┌─ Dataset records
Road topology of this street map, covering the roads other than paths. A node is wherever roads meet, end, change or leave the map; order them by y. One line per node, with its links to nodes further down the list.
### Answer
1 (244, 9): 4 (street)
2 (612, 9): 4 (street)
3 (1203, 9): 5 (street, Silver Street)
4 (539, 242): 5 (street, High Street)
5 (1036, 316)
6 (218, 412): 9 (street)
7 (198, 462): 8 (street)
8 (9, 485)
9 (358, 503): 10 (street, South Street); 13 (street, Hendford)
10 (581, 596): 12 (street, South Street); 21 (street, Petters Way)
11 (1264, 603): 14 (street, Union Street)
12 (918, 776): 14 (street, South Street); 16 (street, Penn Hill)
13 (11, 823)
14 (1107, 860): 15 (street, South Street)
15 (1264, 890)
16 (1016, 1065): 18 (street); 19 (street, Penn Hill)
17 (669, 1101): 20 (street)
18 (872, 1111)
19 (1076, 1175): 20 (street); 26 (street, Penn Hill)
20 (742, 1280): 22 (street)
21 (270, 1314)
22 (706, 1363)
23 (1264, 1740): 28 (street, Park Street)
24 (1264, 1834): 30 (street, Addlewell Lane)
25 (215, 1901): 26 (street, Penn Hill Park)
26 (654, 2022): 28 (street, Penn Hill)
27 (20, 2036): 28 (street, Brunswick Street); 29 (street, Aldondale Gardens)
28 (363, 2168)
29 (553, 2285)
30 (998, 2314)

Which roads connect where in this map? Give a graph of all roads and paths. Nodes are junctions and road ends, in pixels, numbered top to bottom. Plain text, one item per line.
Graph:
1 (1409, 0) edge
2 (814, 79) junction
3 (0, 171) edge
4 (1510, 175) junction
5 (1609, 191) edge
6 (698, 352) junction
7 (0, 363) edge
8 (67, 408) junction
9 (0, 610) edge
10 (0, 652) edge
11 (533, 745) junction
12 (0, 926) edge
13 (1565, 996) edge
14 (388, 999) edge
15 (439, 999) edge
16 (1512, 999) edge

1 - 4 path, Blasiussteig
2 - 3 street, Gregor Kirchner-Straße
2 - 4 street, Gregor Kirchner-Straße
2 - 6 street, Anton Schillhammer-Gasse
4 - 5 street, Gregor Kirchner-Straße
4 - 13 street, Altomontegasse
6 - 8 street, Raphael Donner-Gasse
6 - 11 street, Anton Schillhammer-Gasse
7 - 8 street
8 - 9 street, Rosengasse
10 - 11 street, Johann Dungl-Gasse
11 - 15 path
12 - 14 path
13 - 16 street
└─
Take the entries and print them exactly. Keep every line.

> **Answer space**:
Road topology of this street map, covering the roads other than paths. A node is wherever roads meet, end, change or leave the map; order them by y. One line per node, with its links to nodes further down the list.
### Answer
1 (244, 9): 4 (street)
2 (612, 9): 4 (street)
3 (1203, 9): 5 (street, Silver Street)
4 (539, 242): 5 (street, High Street)
5 (1036, 316)
6 (218, 412): 9 (street)
7 (198, 462): 8 (street)
8 (9, 485)
9 (358, 503): 10 (street, South Street); 13 (street, Hendford)
10 (581, 596): 12 (street, South Street); 21 (street, Petters Way)
11 (1264, 603): 14 (street, Union Street)
12 (918, 776): 14 (street, South Street); 16 (street, Penn Hill)
13 (11, 823)
14 (1107, 860): 15 (street, South Street)
15 (1264, 890)
16 (1016, 1065): 18 (street); 19 (street, Penn Hill)
17 (669, 1101): 20 (street)
18 (872, 1111)
19 (1076, 1175): 20 (street); 26 (street, Penn Hill)
20 (742, 1280): 22 (street)
21 (270, 1314)
22 (706, 1363)
23 (1264, 1740): 28 (street, Park Street)
24 (1264, 1834): 30 (street, Addlewell Lane)
25 (215, 1901): 26 (street, Penn Hill Park)
26 (654, 2022): 28 (street, Penn Hill)
27 (20, 2036): 28 (street, Brunswick Street); 29 (street, Aldondale Gardens)
28 (363, 2168)
29 (553, 2285)
30 (998, 2314)

Which roads connect where in this map? Give a graph of all roads and paths. Nodes are junctions and road ends, in pixels, numbered top to bottom. Plain text, one item per line.
Graph:
1 (1409, 0) edge
2 (814, 79) junction
3 (0, 171) edge
4 (1510, 175) junction
5 (1609, 191) edge
6 (698, 352) junction
7 (0, 363) edge
8 (67, 408) junction
9 (0, 610) edge
10 (0, 652) edge
11 (533, 745) junction
12 (0, 926) edge
13 (1565, 996) edge
14 (388, 999) edge
15 (439, 999) edge
16 (1512, 999) edge

1 - 4 path, Blasiussteig
2 - 3 street, Gregor Kirchner-Straße
2 - 4 street, Gregor Kirchner-Straße
2 - 6 street, Anton Schillhammer-Gasse
4 - 5 street, Gregor Kirchner-Straße
4 - 13 street, Altomontegasse
6 - 8 street, Raphael Donner-Gasse
6 - 11 street, Anton Schillhammer-Gasse
7 - 8 street
8 - 9 street, Rosengasse
10 - 11 street, Johann Dungl-Gasse
11 - 15 path
12 - 14 path
13 - 16 street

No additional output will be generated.